Design and Simulation of a Hybrid Architecture for Edge Computing in 5G and Beyond

Abstract

Edge Computing in 5G and Beyond is a promising solution for ultra-low latency applications (e.g., Autonomous Vehicle, Augmented Reality, and Remote Surgery), which have an extraordinarily low tolerance for delay and require fast data processing for a very high volume of data. The requirements of delay-sensitive applications (e.g., Low latency, proximity, and Location/Context-awareness) cannot be satisfied by Cloud Computing due to the high latency between User Equipment and Cloud. Nevertheless, Edge Computing in 5G and beyond can promise ultra-high-speed data processing thanks to the placement of computation capabilities closer to endpoint devices, where 5G encourages the speed rate that is 10 times faster than 4G LTE-Advanced.

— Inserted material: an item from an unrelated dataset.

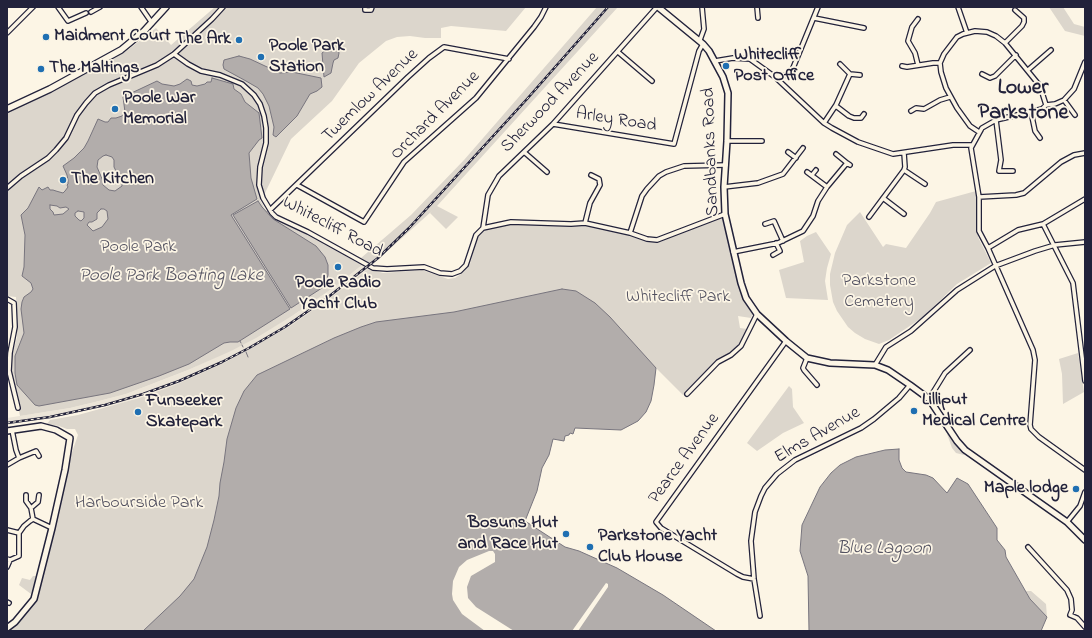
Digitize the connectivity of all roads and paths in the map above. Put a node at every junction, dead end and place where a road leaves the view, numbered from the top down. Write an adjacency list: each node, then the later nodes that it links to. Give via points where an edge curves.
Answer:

This paper deeply investigates Edge Computing in 5G and characterizes it based on the requirements of ultra-low latency applications. As a contribution, we propose a hybrid architecture that takes advantage of novel and sustainable technologies (e.g., D2D communication, Massive MIMO, SDN, and NFV) and has major features such as scalability, reliability, and ultra-low latency support. The proposed architecture is evaluated based on agent-based simulations demonstrating that our proposal can satisfy requirements and has the ability to respond to high volume demands with low latency.